The existential reality in Nigeria’s current political equation is that the Igbos need help to actualize their quest for the presidency of Nigeria. As Atilla, the Hun advised, “choose your enemies wisely and your friends carefully.”
It should be obvious to the average Igbo that they can not ascend the throne in Aso Rock Villa by themself. And they must accept that their mastery of business can not overnight translate into the political savviness that is required for someone of Igbo extraction to become the number 1 citizen presiding over our country in Aso Rock Villa seat of power from 2023.
So an alliance with the former Vice President, Atiku Abubakar whose political fortune has been built since the time that he first contested against former the late MKO Abiola in Social Democratic Party, SDP primaries held in 1992, remains the most viable political catapult that can propel the Igbo nation into Aso Rock Villa, after Alex Ekwueme’s partnership with Shehu Shagari for the presidency of Nigeria (1979-1983). It is disappointing that it is the last time the Igbo enjoyed worthy political significance in a country that they have indisputable ancestry.
Without adopting or resorting to the application of such cold calculations, the Igbo’s demand to have someone from their ethnic stock as number occupant in
Aso Rock Villa would very likely remain a mission impossible as the demand would continue to be elusive beyond 2023 and even 2027.

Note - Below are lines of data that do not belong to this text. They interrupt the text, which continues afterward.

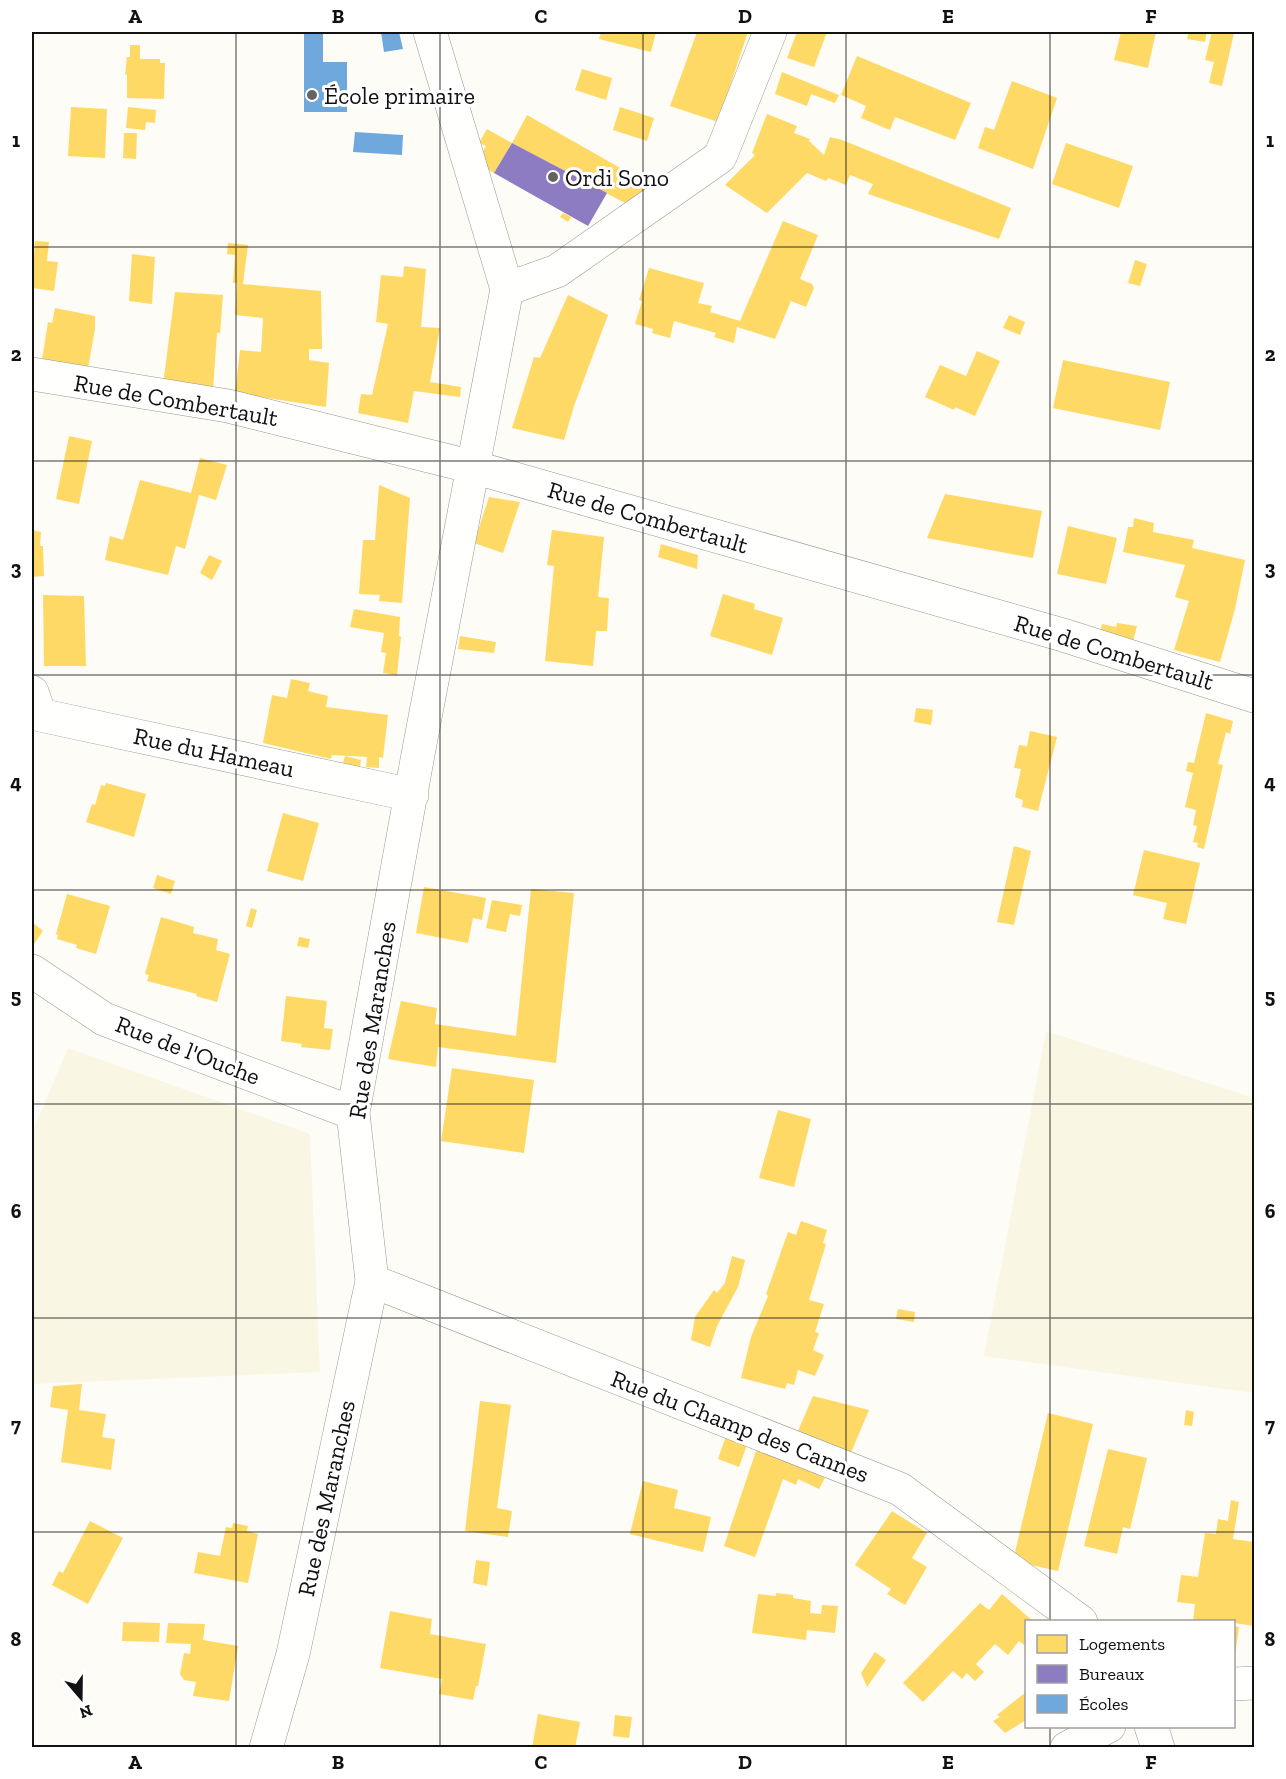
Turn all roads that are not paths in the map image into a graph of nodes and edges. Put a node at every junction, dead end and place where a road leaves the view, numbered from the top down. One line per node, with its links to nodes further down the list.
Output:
1 (430, 32): 3 (street)
2 (770, 32): 3 (street)
3 (507, 289): 5 (street, Rue des Maranches)
4 (32, 374): 5 (street, Rue de Combertault)
5 (473, 467): 6 (street, Rue de Combertault); 8 (street, Rue des Maranches)
6 (1254, 696)
7 (34, 714): 8 (street, Rue du Hameau)
8 (412, 795): 10 (street, Rue des Maranches)
9 (32, 971): 10 (street, Rue de l'Ouche)
10 (352, 1113): 11 (street, Rue des Maranches)
11 (372, 1281): 12 (street, Rue du Champ des Cannes); 17 (street, Rue des Maranches)
12 (1078, 1620)
13 (1254, 1683): 14 (street)
14 (1235, 1684)
15 (1105, 1728): 18 (street)
16 (1152, 1728): 19 (street)
17 (266, 1748)
18 (1066, 1748)
19 (1158, 1748)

As a follow-up article to How To Become President Of Nigeria, l wrote another piece titled: “A Citizen’s Guide on How To Become President of Nigeria” also published on the back page of Thisday newspaper on October 22, 2021, and other mainstream newspapers, including Daily independence, Vanguard as well as online platforms, the following points were brought to the attention of readers:
“Although presidential power play is largely about popularity, it also significantly utilizes conspiracies and alliances as the oxygen and blood for positioning popular candidates for victory in presidential polls.”
In light of the above reality, which ethnic nationality or nationalities in the Nigerian Union is the Igbo building alliance or conspiring with, overtly or covertly? None in my opinion. But l stand to be corrected.
Now, I have read some news items indicating that some ethnic nationalities in the middle belt have been co-opted into the agitation for the Igbo presidency in 2023. The pertinent question is: does the north-central political zone hold significant votes compared to southwest or northwest that are the most prolific sources of votes in our present political configuration? Again, the response is a negative affirmation.
Even as the political link-ups being weaved like spider webs between the Yoruba and the Hausa/Fulani politicians as reflected by the subterranean alliances are being tagged conspiracy theories since they are yet to be acknowledged by the key actors, there are practically neither conspiracy theories nor alliances between the Igbos or any other major tribes for the presidency of Nigeria in 2023.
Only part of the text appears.